What to do
Repeat each line of the data exactly as written.

Records shown
'''
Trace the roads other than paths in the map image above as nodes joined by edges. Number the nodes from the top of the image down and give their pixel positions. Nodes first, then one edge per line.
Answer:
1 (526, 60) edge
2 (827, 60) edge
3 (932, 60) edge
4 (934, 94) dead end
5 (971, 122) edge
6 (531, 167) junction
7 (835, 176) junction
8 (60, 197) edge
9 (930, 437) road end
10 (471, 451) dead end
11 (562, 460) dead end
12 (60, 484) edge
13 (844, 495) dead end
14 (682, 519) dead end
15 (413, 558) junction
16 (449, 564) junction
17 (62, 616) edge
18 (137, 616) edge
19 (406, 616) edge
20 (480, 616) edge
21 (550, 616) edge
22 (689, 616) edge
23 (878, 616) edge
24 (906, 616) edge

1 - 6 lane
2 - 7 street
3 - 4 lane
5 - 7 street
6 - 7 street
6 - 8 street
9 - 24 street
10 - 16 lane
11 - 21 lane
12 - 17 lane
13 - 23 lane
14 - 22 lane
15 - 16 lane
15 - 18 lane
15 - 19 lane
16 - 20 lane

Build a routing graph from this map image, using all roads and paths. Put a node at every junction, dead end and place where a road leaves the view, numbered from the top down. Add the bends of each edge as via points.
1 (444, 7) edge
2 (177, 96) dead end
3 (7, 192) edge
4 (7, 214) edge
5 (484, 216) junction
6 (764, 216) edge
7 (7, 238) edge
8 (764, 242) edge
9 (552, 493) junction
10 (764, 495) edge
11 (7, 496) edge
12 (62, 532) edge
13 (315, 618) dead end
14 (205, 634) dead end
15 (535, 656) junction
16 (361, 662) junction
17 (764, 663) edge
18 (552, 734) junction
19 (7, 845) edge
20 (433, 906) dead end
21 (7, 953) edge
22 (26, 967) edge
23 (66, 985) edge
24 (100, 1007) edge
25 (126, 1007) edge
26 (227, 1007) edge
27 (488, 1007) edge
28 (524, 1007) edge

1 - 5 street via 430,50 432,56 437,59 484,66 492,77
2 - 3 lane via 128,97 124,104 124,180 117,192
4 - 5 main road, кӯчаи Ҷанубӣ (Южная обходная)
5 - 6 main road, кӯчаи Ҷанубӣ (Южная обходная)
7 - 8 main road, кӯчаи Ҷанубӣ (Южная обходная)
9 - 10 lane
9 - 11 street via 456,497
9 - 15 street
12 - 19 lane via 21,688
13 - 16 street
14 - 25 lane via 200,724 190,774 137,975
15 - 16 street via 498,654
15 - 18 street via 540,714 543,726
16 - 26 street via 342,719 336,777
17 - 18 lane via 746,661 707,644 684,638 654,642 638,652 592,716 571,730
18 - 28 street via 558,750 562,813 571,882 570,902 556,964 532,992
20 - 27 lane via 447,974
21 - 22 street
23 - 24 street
'''
Answer area
Trace the roads other than paths in the map image above as nodes joined by edges. Number the nodes from the top of the image down and give their pixel positions. Nodes first, then one edge per line.
Answer:
1 (526, 60) edge
2 (827, 60) edge
3 (932, 60) edge
4 (934, 94) dead end
5 (971, 122) edge
6 (531, 167) junction
7 (835, 176) junction
8 (60, 197) edge
9 (930, 437) road end
10 (471, 451) dead end
11 (562, 460) dead end
12 (60, 484) edge
13 (844, 495) dead end
14 (682, 519) dead end
15 (413, 558) junction
16 (449, 564) junction
17 (62, 616) edge
18 (137, 616) edge
19 (406, 616) edge
20 (480, 616) edge
21 (550, 616) edge
22 (689, 616) edge
23 (878, 616) edge
24 (906, 616) edge

1 - 6 lane
2 - 7 street
3 - 4 lane
5 - 7 street
6 - 7 street
6 - 8 street
9 - 24 street
10 - 16 lane
11 - 21 lane
12 - 17 lane
13 - 23 lane
14 - 22 lane
15 - 16 lane
15 - 18 lane
15 - 19 lane
16 - 20 lane

Build a routing graph from this map image, using all roads and paths. Put a node at every junction, dead end and place where a road leaves the view, numbered from the top down. Add the bends of each edge as via points.
1 (444, 7) edge
2 (177, 96) dead end
3 (7, 192) edge
4 (7, 214) edge
5 (484, 216) junction
6 (764, 216) edge
7 (7, 238) edge
8 (764, 242) edge
9 (552, 493) junction
10 (764, 495) edge
11 (7, 496) edge
12 (62, 532) edge
13 (315, 618) dead end
14 (205, 634) dead end
15 (535, 656) junction
16 (361, 662) junction
17 (764, 663) edge
18 (552, 734) junction
19 (7, 845) edge
20 (433, 906) dead end
21 (7, 953) edge
22 (26, 967) edge
23 (66, 985) edge
24 (100, 1007) edge
25 (126, 1007) edge
26 (227, 1007) edge
27 (488, 1007) edge
28 (524, 1007) edge

1 - 5 street via 430,50 432,56 437,59 484,66 492,77
2 - 3 lane via 128,97 124,104 124,180 117,192
4 - 5 main road, кӯчаи Ҷанубӣ (Южная обходная)
5 - 6 main road, кӯчаи Ҷанубӣ (Южная обходная)
7 - 8 main road, кӯчаи Ҷанубӣ (Южная обходная)
9 - 10 lane
9 - 11 street via 456,497
9 - 15 street
12 - 19 lane via 21,688
13 - 16 street
14 - 25 lane via 200,724 190,774 137,975
15 - 16 street via 498,654
15 - 18 street via 540,714 543,726
16 - 26 street via 342,719 336,777
17 - 18 lane via 746,661 707,644 684,638 654,642 638,652 592,716 571,730
18 - 28 street via 558,750 562,813 571,882 570,902 556,964 532,992
20 - 27 lane via 447,974
21 - 22 street
23 - 24 street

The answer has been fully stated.